Not for one minute. We would instead ask: “Who do you believe, the lying eyes that say there were no negative repercussions, or elemental logic, which posits that housing disarray must necessarily take place?”

Obviously, the latter. If there was no decrease in rental unit construction, it just has not yet occurred. Perhaps there is some very wealthy leftish individual who just wants to overturn everything we know about economics, even if it will spell gigantic financial losses for himself; he builds plenty of rental units, just to make economic principles appear erroneous. But this does not disprove economic principles, because one of the core assumptions behind these principles is that all else is held equal.

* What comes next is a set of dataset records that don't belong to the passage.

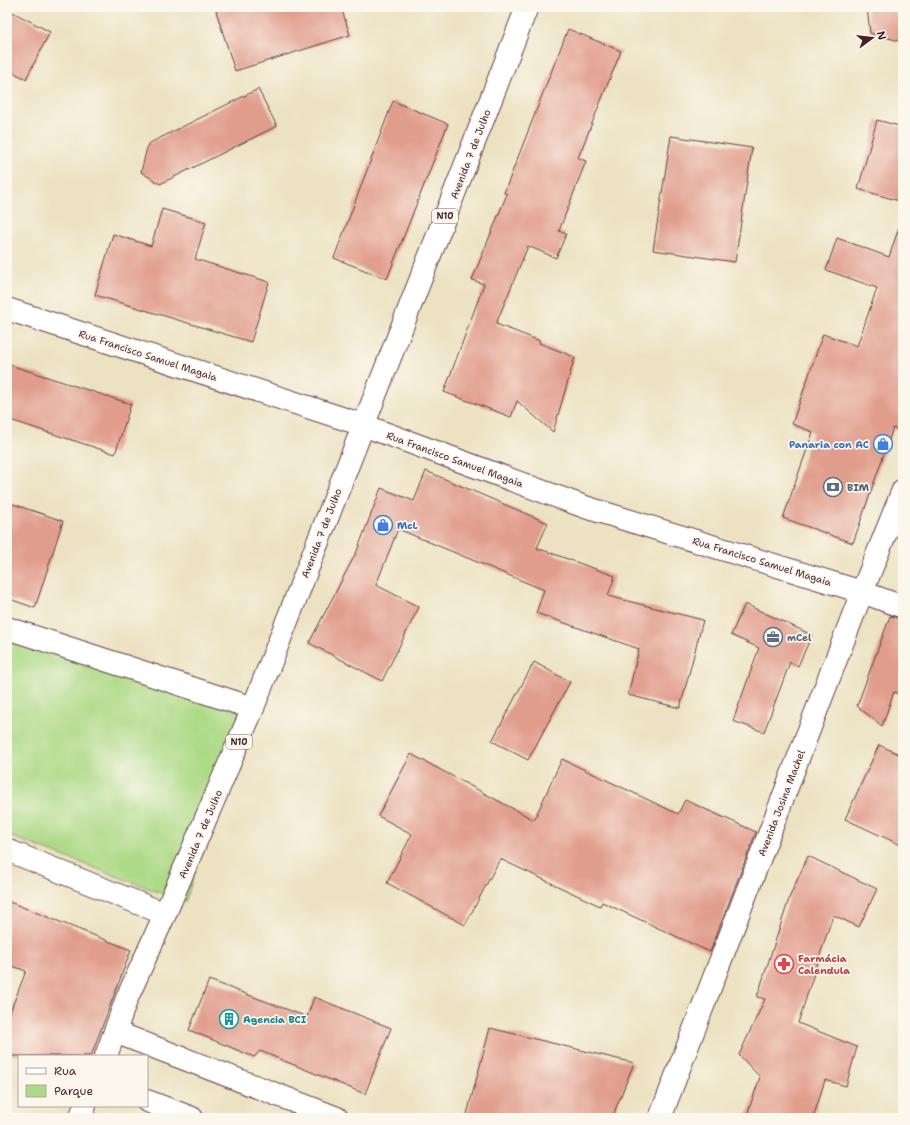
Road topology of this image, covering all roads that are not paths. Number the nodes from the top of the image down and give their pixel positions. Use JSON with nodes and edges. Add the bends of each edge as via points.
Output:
{"nodes":[{"id":1,"x":527,"y":7,"type":"edge"},
{"id":2,"x":7,"y":309,"type":"edge"},
{"id":3,"x":363,"y":425,"type":"junction"},
{"id":4,"x":903,"y":490,"type":"edge"},
{"id":5,"x":862,"y":592,"type":"junction"},
{"id":6,"x":903,"y":607,"type":"edge"},
{"id":7,"x":7,"y":628,"type":"edge"},
{"id":8,"x":253,"y":708,"type":"junction"},
{"id":9,"x":7,"y":850,"type":"edge"},
{"id":10,"x":165,"y":914,"type":"junction"},
{"id":11,"x":115,"y":1032,"type":"junction"},
{"id":12,"x":106,"y":1055,"type":"edge"},
{"id":13,"x":148,"y":1101,"type":"edge"},
{"id":14,"x":85,"y":1107,"type":"edge"},
{"id":15,"x":80,"y":1118,"type":"edge"},
{"id":16,"x":192,"y":1118,"type":"edge"},
{"id":17,"x":337,"y":1118,"type":"edge"},
{"id":18,"x":660,"y":1118,"type":"edge"}],
"edges":[{"from":1,"to":3,"type":"street","name":"Avenida 7 de Julho","number":"N10"},
{"from":2,"to":3,"type":"street","name":"Rua Francisco Samuel Magaia"},
{"from":3,"to":5,"type":"street","name":"Rua Francisco Samuel Magaia","via":[[584,506]]},
{"from":3,"to":8,"type":"street","name":"Avenida 7 de Julho","number":"N10"},
{"from":4,"to":5,"type":"street","name":"Avenida Josina Machel"},
{"from":5,"to":6,"type":"street","name":"Rua Francisco Samuel Magaia"},
{"from":5,"to":18,"type":"street","name":"Avenida Josina Machel"},
{"from":7,"to":8,"type":"street"},
{"from":8,"to":10,"type":"street","name":"Avenida 7 de Julho","number":"N10"},
{"from":9,"to":10,"type":"street"},
{"from":10,"to":11,"type":"street","name":"Avenida 7 de Julho","number":"N10","via":[[127,998]]},
{"from":11,"to":12,"type":"street","name":"Avenida 7 de Julho","number":"N10"},
{"from":11,"to":17,"type":"street"},
{"from":13,"to":16,"type":"street"},
{"from":14,"to":15,"type":"street"}]}
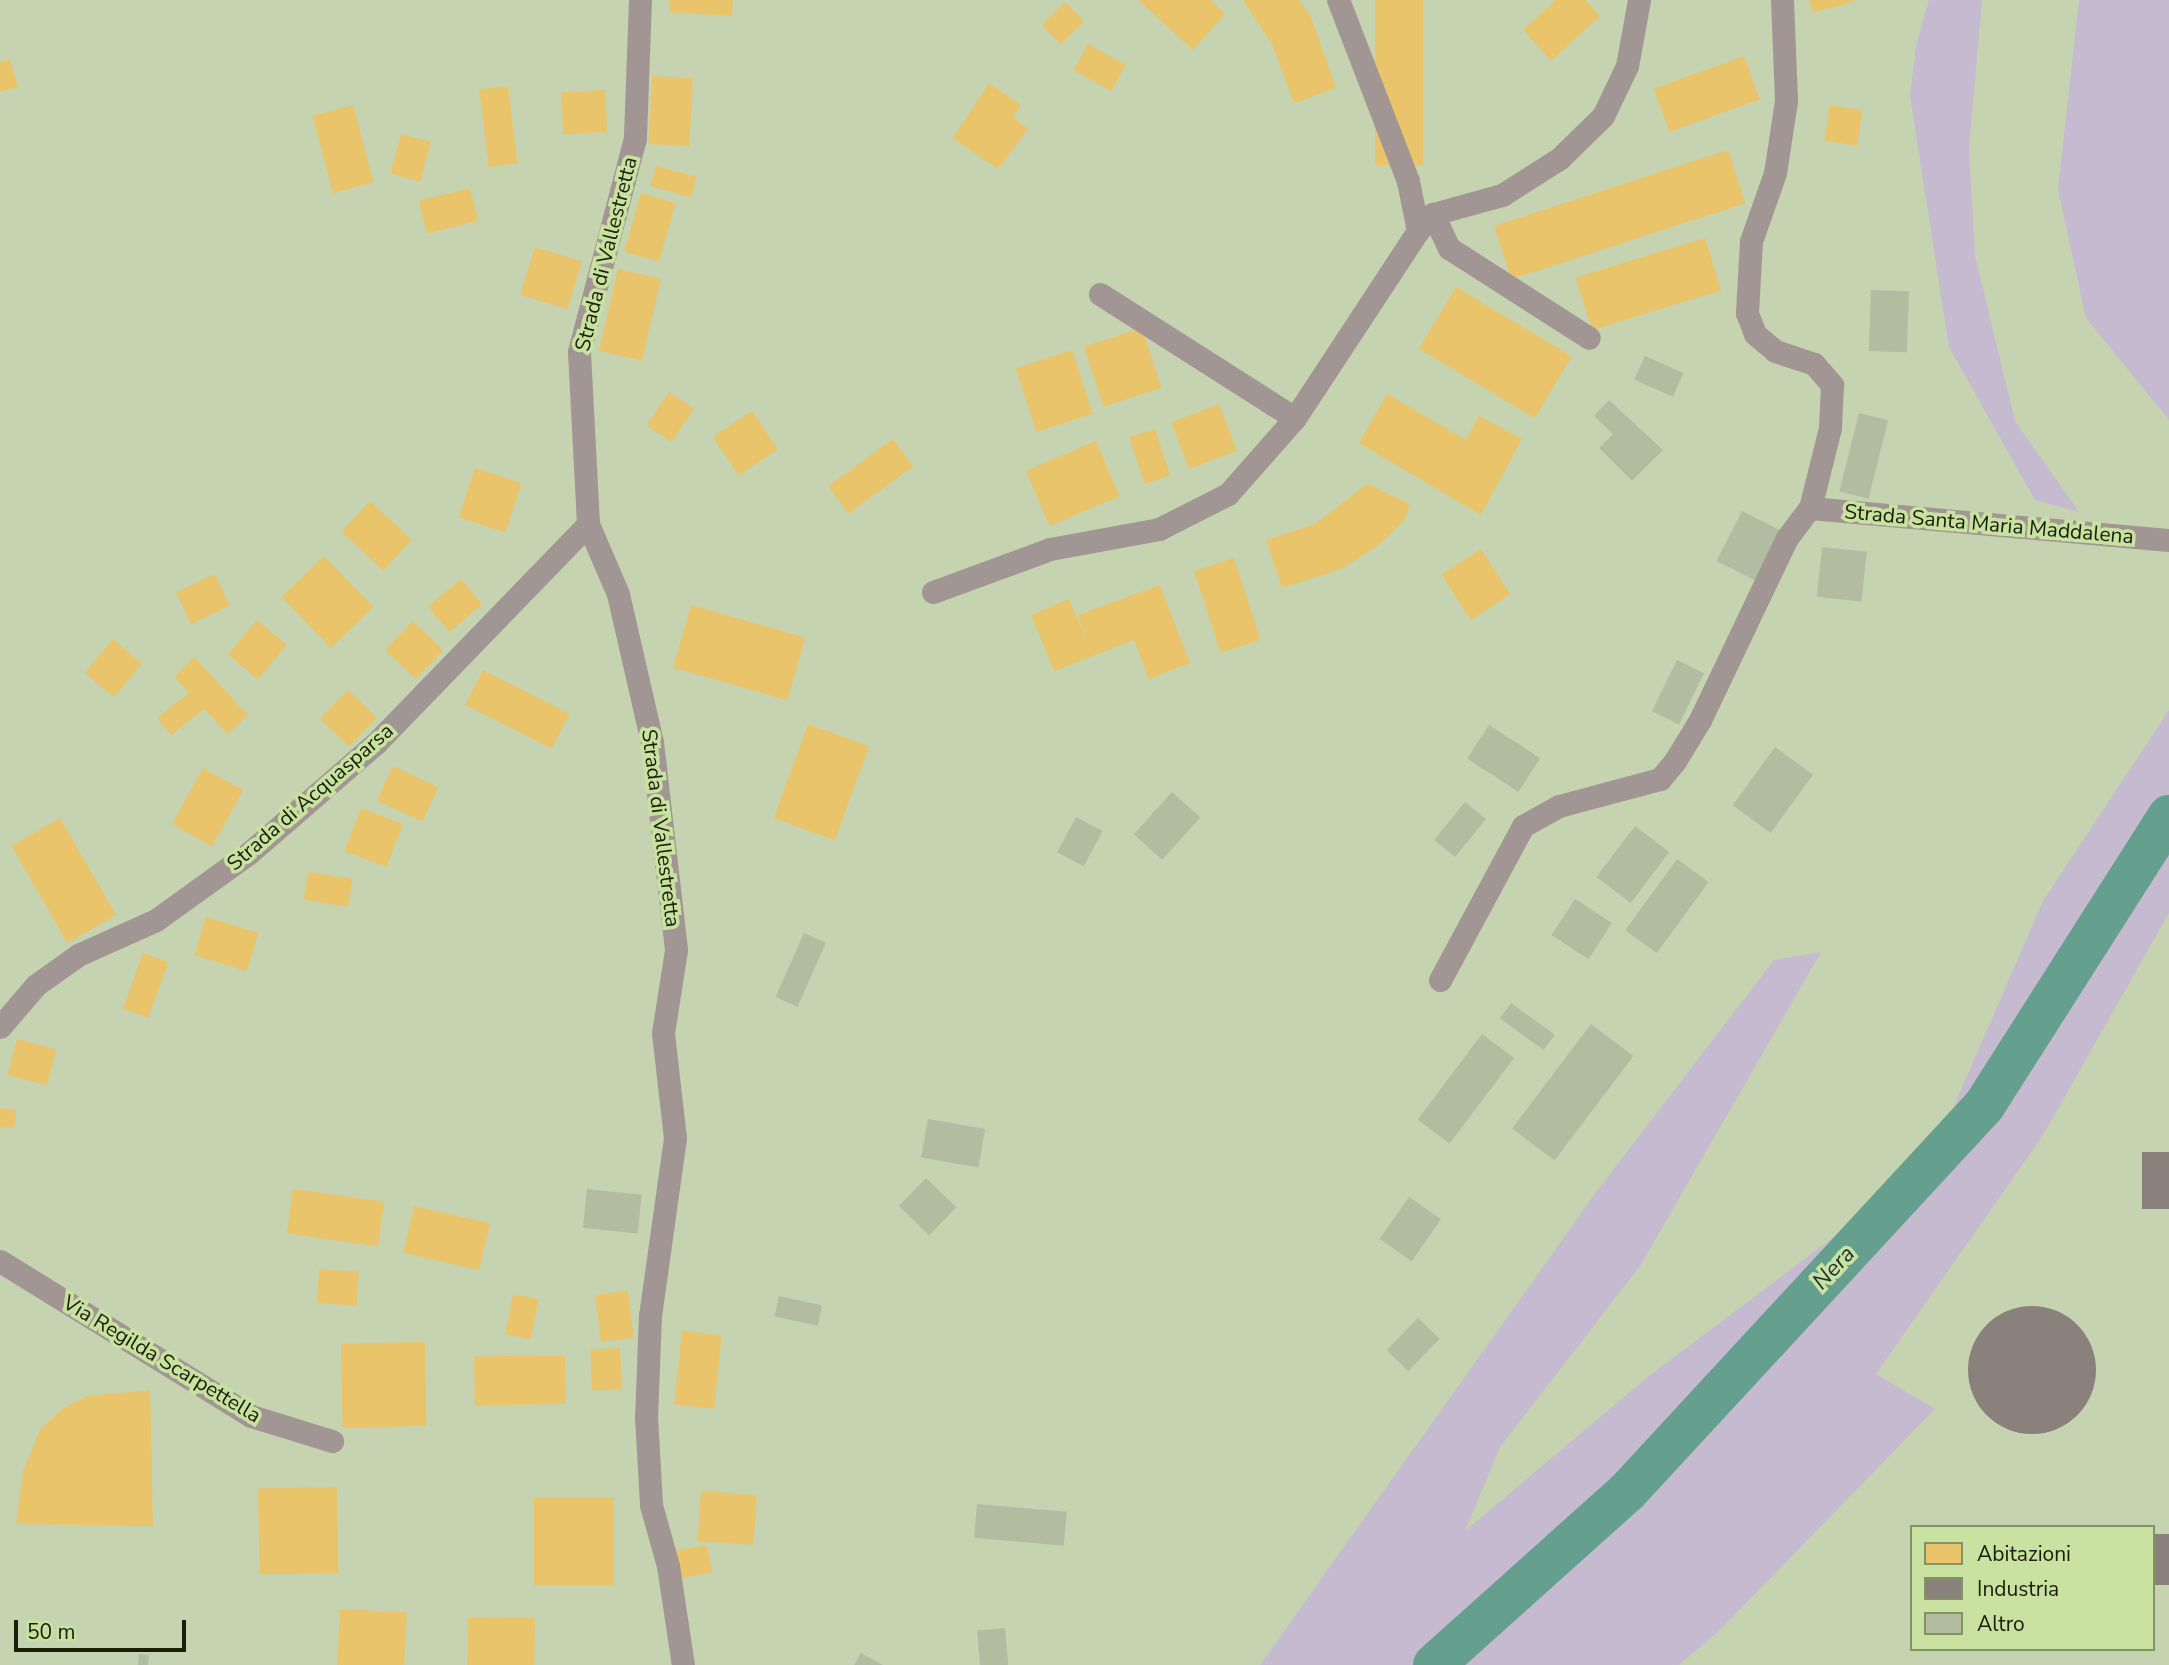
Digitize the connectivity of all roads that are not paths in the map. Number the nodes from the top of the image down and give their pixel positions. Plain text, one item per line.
1 (640, 0) edge
2 (1338, 0) edge
3 (1639, 0) edge
4 (1782, 0) edge
5 (1426, 222) junction
6 (1101, 294) dead end
7 (1589, 338) dead end
8 (1294, 418) junction
9 (1810, 508) junction
10 (588, 524) junction
11 (2169, 540) edge
12 (933, 592) dead end
13 (1440, 980) dead end
14 (0, 1027) edge
15 (0, 1261) edge
16 (332, 1441) dead end
17 (683, 1665) edge

1 - 10 street, Strada di Vallestretta
2 - 5 street
3 - 5 street
4 - 9 street
5 - 7 street
5 - 8 street
6 - 8 street
8 - 12 street
9 - 11 street, Strada Santa Maria Maddalena
9 - 13 street
10 - 14 street, Strada di Acquasparsa
10 - 17 street, Strada di Vallestretta
15 - 16 street, Via Regilda Scarpettella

Hey, look, if you drop a 5 pound dumbbell from the 10th floor of a building, it will fall. Unless, however, there is an anti-physics person on the ground floor with a gigantic, powerful fan boosting this weight, and/or someone on the 20th floor with a super-duper magnet pulling it in an upward direction. But the fact that the dumbbell might rise in this case doesn’t disprove the law of gravity, just as the economic aftermath of a policy change doesn’t disprove the law of supply and demand.

Something similar has occurred with regard to the minimum wage law. Economics 101 demonstrates unequivocally that, all else equal, this will create unemployment for the unskilled, specifically for those whose productivity is lower than the level stipulated by the enactment. But David Card and Alan B. Krueger famously failed to find any such phenomenon in their Case Study of the Fast-Food Industry in New Jersey and Pennsylvania. If they had been better economists, they would have looked harder for this result—or waited a bit longer until such effects could be registered. Instead, they “cried wolf” and attempted to undermine basic economic supply and demand principles.

We have recalls for cars, for tires, for a hundred and one other products. Too bad there is no such practice for economists who really ought to know better.